*** Opening of The records ***

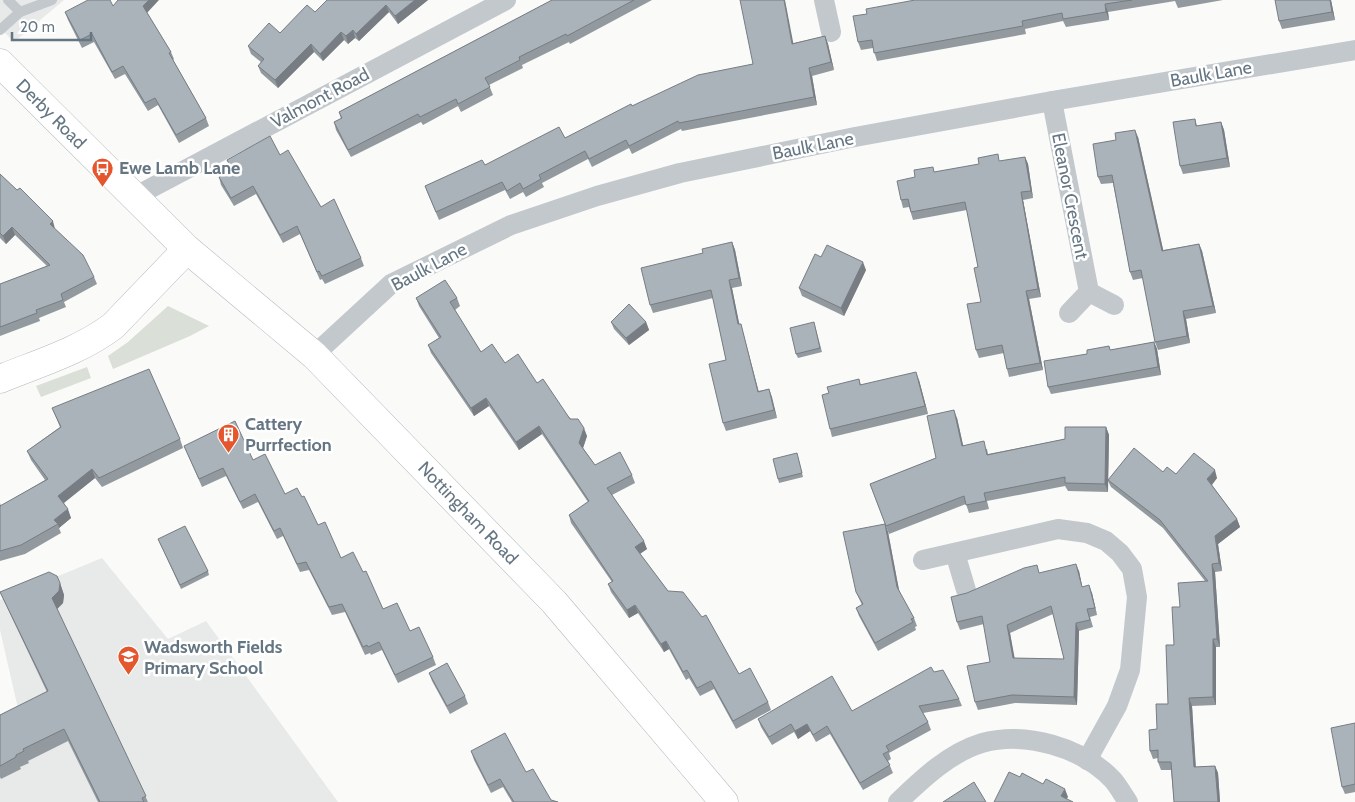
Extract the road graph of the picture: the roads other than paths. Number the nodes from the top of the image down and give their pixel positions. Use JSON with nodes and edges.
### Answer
{"nodes":[{"id":1,"x":8,"y":0,"type":"edge"},
{"id":2,"x":52,"y":0,"type":"edge"},
{"id":3,"x":506,"y":0,"type":"edge"},
{"id":4,"x":824,"y":0,"type":"edge"},
{"id":5,"x":20,"y":12,"type":"junction"},
{"id":6,"x":0,"y":30,"type":"edge"},
{"id":7,"x":831,"y":32,"type":"dead end"},
{"id":8,"x":1355,"y":50,"type":"edge"},
{"id":9,"x":0,"y":63,"type":"edge"},
{"id":10,"x":1052,"y":101,"type":"junction"},
{"id":11,"x":134,"y":197,"type":"junction"},
{"id":12,"x":187,"y":249,"type":"junction"},
{"id":13,"x":1089,"y":292,"type":"junction"},
{"id":14,"x":1114,"y":305,"type":"dead end"},
{"id":15,"x":1069,"y":313,"type":"dead end"},
{"id":16,"x":314,"y":355,"type":"junction"},
{"id":17,"x":0,"y":378,"type":"edge"},
{"id":18,"x":955,"y":553,"type":"junction"},
{"id":19,"x":923,"y":560,"type":"dead end"},
{"id":20,"x":966,"y":590,"type":"dead end"},
{"id":21,"x":1087,"y":760,"type":"junction"},
{"id":22,"x":719,"y":801,"type":"edge"},
{"id":23,"x":898,"y":802,"type":"edge"},
{"id":24,"x":1128,"y":802,"type":"edge"}],
"edges":[{"from":1,"to":5,"type":"lane"},
{"from":2,"to":5,"type":"lane"},
{"from":3,"to":11,"type":"street","name":"Valmont Road"},
{"from":4,"to":7,"type":"street"},
{"from":5,"to":6,"type":"lane"},
{"from":8,"to":10,"type":"street","name":"Baulk Lane"},
{"from":9,"to":11,"type":"main road","name":"Derby Road"},
{"from":10,"to":13,"type":"street","name":"Eleanor Crescent"},
{"from":10,"to":16,"type":"street","name":"Baulk Lane"},
{"from":11,"to":12,"type":"main road","name":"Derby Road"},
{"from":12,"to":16,"type":"main road","name":"Nottingham Road"},
{"from":12,"to":17,"type":"main road"},
{"from":13,"to":14,"type":"street"},
{"from":13,"to":15,"type":"street"},
{"from":16,"to":22,"type":"main road","name":"Nottingham Road"},
{"from":18,"to":19,"type":"street"},
{"from":18,"to":20,"type":"street"},
{"from":18,"to":21,"type":"street"},
{"from":21,"to":23,"type":"street"},
{"from":21,"to":24,"type":"street"}]}
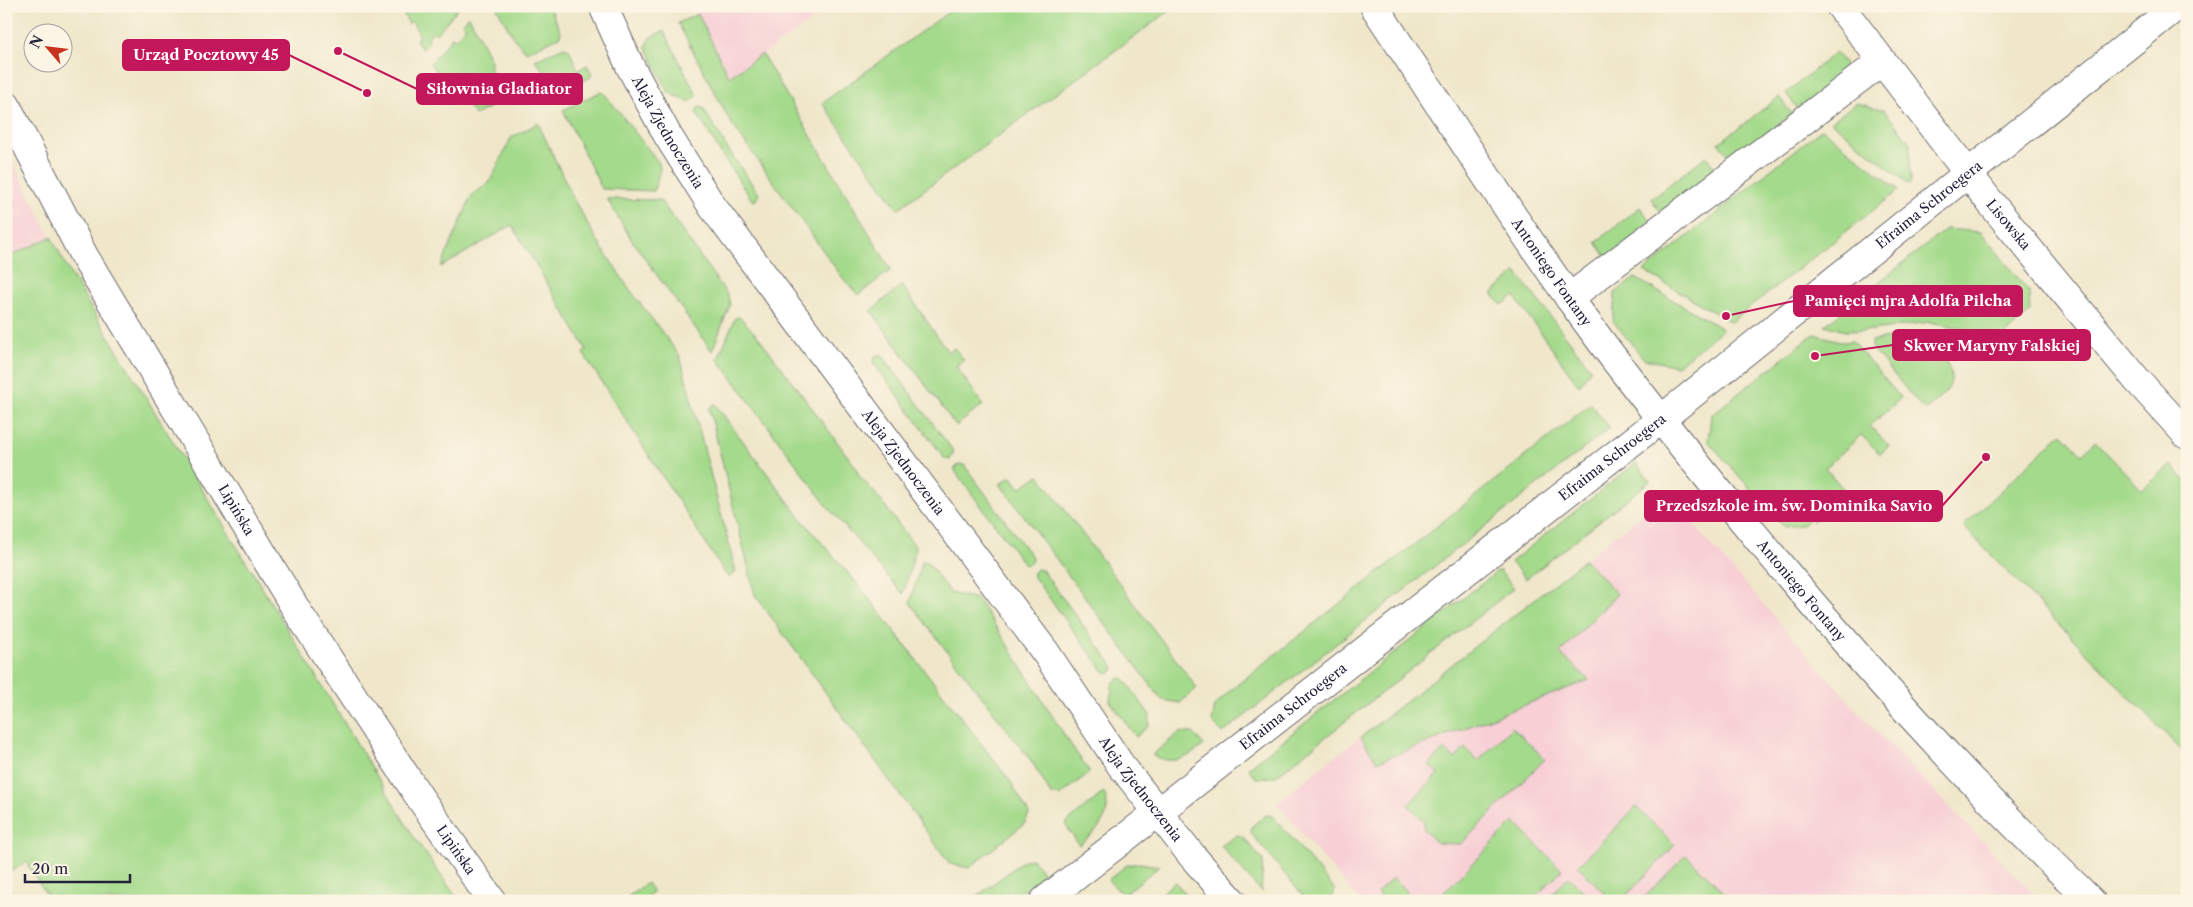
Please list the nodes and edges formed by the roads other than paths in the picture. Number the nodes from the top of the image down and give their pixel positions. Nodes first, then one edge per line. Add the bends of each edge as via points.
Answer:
1 (603, 6) edge
2 (1374, 6) edge
3 (1840, 6) edge
4 (2177, 6) edge
5 (1881, 62) junction
6 (6, 106) edge
7 (1967, 173) junction
8 (1569, 298) junction
9 (1660, 420) junction
10 (2187, 435) edge
11 (1157, 812) junction
12 (492, 901) edge
13 (1044, 901) edge
14 (1232, 901) edge
15 (2091, 901) edge

1 - 11 street, Aleja Zjednoczenia via 630,66 668,136 712,206 1046,653 1120,764
2 - 8 street, Antoniego Fontany
3 - 5 street, Lisowska
4 - 7 street, Efraima Schroegera
5 - 7 street, Lisowska
5 - 8 street
6 - 12 street, Lipińska via 84,256 298,614
7 - 9 street, Efraima Schroegera
7 - 10 street, Lisowska via 2137,380
8 - 9 street, Antoniego Fontany
9 - 11 street, Efraima Schroegera
9 - 15 street, Antoniego Fontany via 1860,660 2037,849
11 - 13 street, Efraima Schroegera
11 - 14 street, Aleja Zjednoczenia

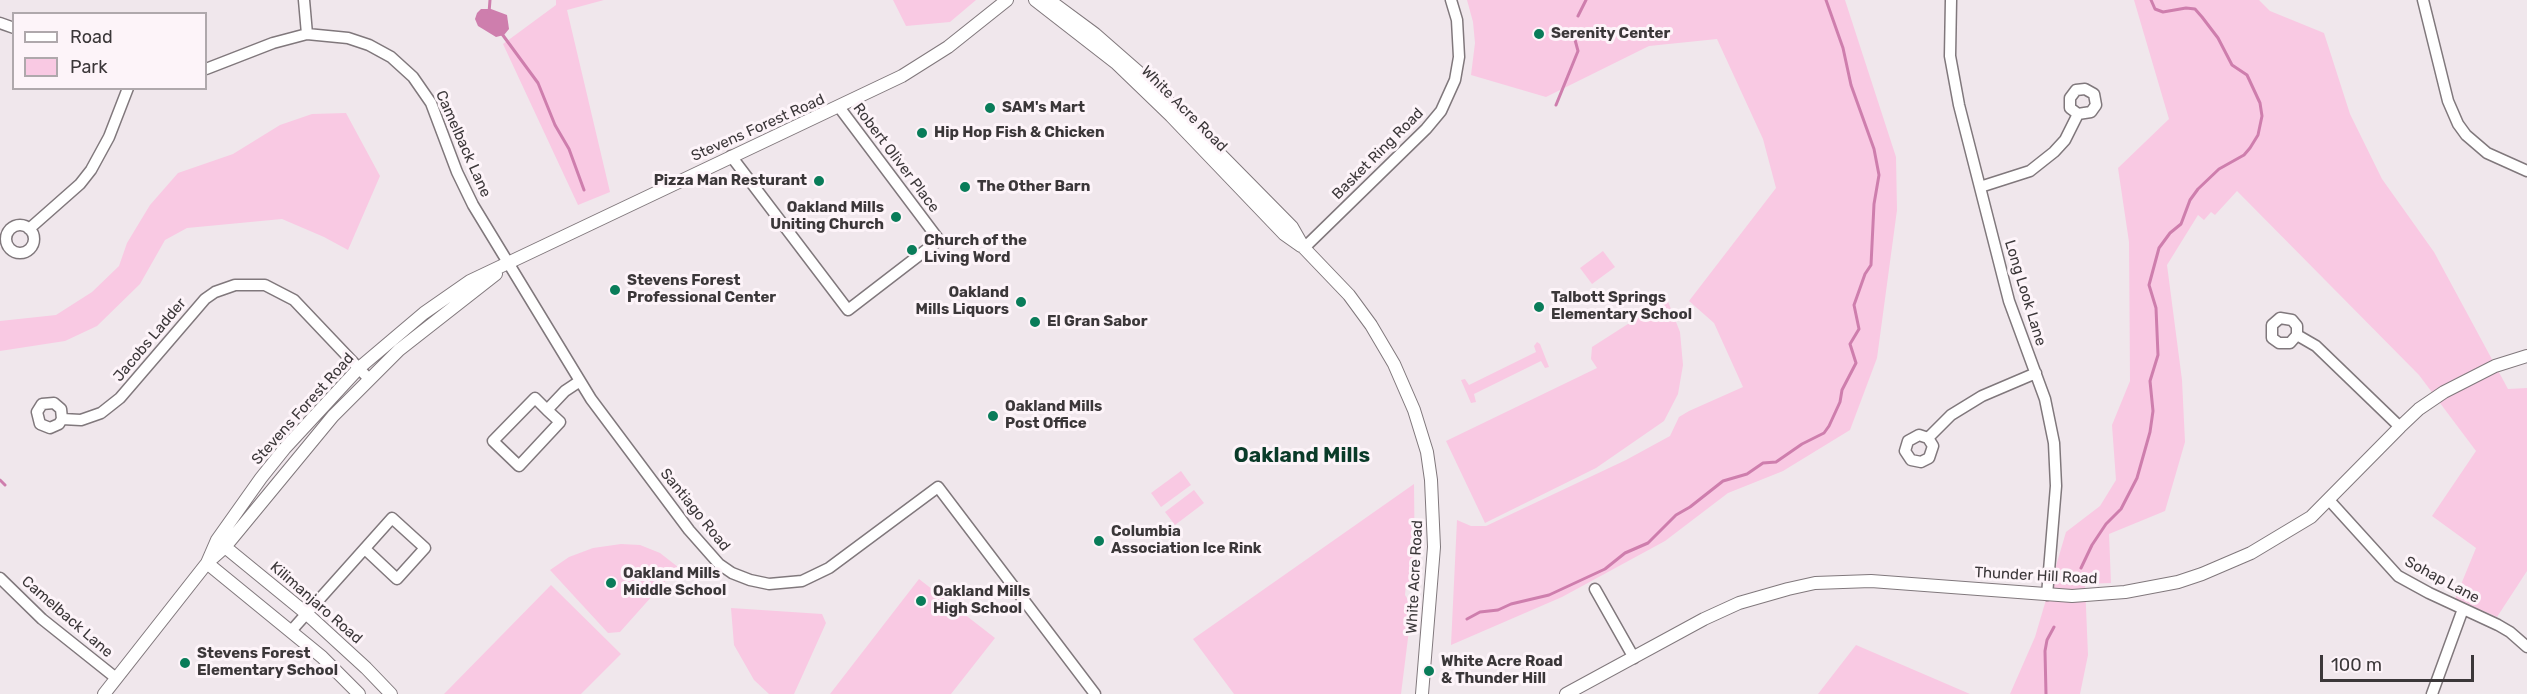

*** Close of The records ***

### Problem requirements:
Which lines contain "positions"? Copy each of them from the listing.

### Output for this exercise:
Extract the road graph of the picture: the roads other than paths. Number the nodes from the top of the image down and give their pixel positions. Use JSON with nodes and edges.
Please list the nodes and edges formed by the roads other than paths in the picture. Number the nodes from the top of the image down and give their pixel positions. Nodes first, then one edge per line. Add the bends of each edge as via points.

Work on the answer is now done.